In a speech, advocating the passage of the bill, Mr. Eliot presented something of the history of legislation for the freedmen. He said: “On the 3d day of last March the bill establishing a Freedmen's Bureau became a law. It was novel legislation, without precedent in the history of any nation, rendered necessary by the rebellion of eleven slave States and the consequent liberation from slavery of four million persons whose unpaid labor had enriched the lands and impoverished the hearts of their relentless masters.

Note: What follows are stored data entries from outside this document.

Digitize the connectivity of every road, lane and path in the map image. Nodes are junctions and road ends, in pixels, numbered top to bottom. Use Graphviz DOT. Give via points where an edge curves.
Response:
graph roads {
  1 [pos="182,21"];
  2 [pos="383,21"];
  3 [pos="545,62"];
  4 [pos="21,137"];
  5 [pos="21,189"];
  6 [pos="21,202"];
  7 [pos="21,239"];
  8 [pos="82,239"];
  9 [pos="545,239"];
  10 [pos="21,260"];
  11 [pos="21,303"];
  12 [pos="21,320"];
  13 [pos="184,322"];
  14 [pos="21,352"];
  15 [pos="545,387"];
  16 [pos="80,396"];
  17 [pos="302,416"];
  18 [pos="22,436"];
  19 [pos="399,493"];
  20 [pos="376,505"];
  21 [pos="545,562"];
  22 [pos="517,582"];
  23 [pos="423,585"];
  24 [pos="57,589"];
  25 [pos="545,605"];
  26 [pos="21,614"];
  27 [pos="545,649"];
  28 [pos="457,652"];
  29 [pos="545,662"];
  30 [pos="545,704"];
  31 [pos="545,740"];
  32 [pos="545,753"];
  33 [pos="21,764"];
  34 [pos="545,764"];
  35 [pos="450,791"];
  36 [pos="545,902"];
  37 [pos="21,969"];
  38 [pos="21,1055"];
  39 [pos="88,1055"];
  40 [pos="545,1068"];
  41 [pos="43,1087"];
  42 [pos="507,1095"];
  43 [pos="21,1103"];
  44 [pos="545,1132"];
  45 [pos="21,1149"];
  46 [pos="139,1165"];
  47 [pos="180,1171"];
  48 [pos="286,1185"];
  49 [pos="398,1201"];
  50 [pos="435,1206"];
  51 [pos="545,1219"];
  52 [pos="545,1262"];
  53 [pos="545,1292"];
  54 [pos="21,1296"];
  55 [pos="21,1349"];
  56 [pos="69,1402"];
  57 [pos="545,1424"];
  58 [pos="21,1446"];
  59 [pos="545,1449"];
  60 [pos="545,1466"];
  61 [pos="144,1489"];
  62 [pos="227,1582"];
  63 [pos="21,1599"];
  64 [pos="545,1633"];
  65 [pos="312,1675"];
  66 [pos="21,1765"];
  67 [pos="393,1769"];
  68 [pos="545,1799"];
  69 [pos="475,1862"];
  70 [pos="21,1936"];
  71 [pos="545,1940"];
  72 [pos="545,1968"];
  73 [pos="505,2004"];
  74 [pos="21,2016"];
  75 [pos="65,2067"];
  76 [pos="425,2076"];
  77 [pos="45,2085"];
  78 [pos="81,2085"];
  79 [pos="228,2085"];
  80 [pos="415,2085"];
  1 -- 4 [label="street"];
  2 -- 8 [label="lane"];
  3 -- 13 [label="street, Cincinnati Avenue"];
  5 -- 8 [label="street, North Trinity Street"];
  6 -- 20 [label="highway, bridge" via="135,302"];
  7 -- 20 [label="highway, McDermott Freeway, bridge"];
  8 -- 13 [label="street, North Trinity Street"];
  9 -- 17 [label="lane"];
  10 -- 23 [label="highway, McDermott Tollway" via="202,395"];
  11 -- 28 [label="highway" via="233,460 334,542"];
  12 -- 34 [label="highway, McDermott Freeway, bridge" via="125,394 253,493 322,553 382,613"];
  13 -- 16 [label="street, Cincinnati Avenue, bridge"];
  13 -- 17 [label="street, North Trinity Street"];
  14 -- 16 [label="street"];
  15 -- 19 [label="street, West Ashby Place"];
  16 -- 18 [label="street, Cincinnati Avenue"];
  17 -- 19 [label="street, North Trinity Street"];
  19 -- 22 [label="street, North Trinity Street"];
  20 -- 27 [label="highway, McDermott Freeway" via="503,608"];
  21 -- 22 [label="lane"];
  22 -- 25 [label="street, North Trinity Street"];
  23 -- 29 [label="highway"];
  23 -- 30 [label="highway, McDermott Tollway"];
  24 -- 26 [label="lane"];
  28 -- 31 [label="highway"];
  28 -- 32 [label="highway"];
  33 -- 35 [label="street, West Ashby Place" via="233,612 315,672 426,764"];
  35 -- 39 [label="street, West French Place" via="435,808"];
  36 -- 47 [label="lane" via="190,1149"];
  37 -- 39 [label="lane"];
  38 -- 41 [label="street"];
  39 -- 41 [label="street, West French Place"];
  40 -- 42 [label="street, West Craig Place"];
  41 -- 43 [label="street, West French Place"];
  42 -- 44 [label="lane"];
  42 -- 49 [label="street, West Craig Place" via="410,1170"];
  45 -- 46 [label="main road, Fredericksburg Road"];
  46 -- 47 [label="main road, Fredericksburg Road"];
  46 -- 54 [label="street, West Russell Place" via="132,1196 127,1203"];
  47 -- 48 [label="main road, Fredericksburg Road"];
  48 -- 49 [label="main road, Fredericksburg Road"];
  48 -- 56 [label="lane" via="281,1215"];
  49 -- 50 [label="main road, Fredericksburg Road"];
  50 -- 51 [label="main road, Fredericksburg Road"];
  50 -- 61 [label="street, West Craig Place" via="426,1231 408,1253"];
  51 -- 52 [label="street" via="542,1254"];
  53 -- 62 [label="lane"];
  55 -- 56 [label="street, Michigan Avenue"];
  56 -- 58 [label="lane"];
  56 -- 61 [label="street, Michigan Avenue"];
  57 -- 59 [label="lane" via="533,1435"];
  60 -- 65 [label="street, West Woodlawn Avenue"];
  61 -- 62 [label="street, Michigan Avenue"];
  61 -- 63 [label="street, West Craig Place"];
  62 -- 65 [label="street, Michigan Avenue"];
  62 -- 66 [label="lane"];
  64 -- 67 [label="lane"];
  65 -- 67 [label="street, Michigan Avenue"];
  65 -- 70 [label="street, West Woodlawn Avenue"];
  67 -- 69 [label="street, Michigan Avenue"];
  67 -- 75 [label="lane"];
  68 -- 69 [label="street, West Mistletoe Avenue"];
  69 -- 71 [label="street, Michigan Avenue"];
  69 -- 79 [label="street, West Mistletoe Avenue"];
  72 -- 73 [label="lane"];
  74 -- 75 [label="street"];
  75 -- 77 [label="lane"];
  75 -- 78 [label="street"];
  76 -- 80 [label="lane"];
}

“At an early day, when the fortunes of war had shown alternate triumphs and defeats to loyal arms, and the timid feared and the disloyal hoped, it was my grateful office to introduce the first bill creating a bureau of emancipation. It was during the Thirty-seventh Congress. But, although the select committee to which the bill was referred was induced to agree that it should be reported to the House, it so happened that the distinguished Chairman, Judge White, of Indiana, did not succeed in reporting it for our action. At the beginning of the Thirtyeighth Congress it was again presented, and very soon was reported back to the House under the title of 'A bill to establish a Bureau of Freedmen's Affairs.' It was fully debated and passed by the House. The vote was sixty-nine in favor, and sixty-seven against the bill; but of the sixty-seven who opposed it, fifty-six had been counted against it, because of their political affinities. On the 1st of March, 1864, the bill went to the Senate. It came back to the House on the 30th of June, four days before the adjournment of Congress. To my great regret, , the Senate had passed an amendment in the nature of a substitute, attaching this bureau to the Treasury Department; but it was too late to take action upon it then, and the bill was postponed until December. At that time the House non-conconcurred with the Senate, and a committee of conference was chosen. The managers of the two houses could not agree as to whether the War Department or the Treasury should manage the affairs of the bureau. They therefore agreed upon a bill creating an independent department neither attached to the War nor Treasury, but communicating directly with the President, and resting for its support upon the arm of the War Department. That bill was also passed by the House but was defeated in the Senate. Another Conference Committee was chosen, and that committee, whose chairman in the House was the distinguished gentleman from Ohio, then and now at the head of the Military Committee, agreed upon a bill attaching the bureau to the War Department, and embracing refugees as well as freedmen in its terms. That bill is now the law.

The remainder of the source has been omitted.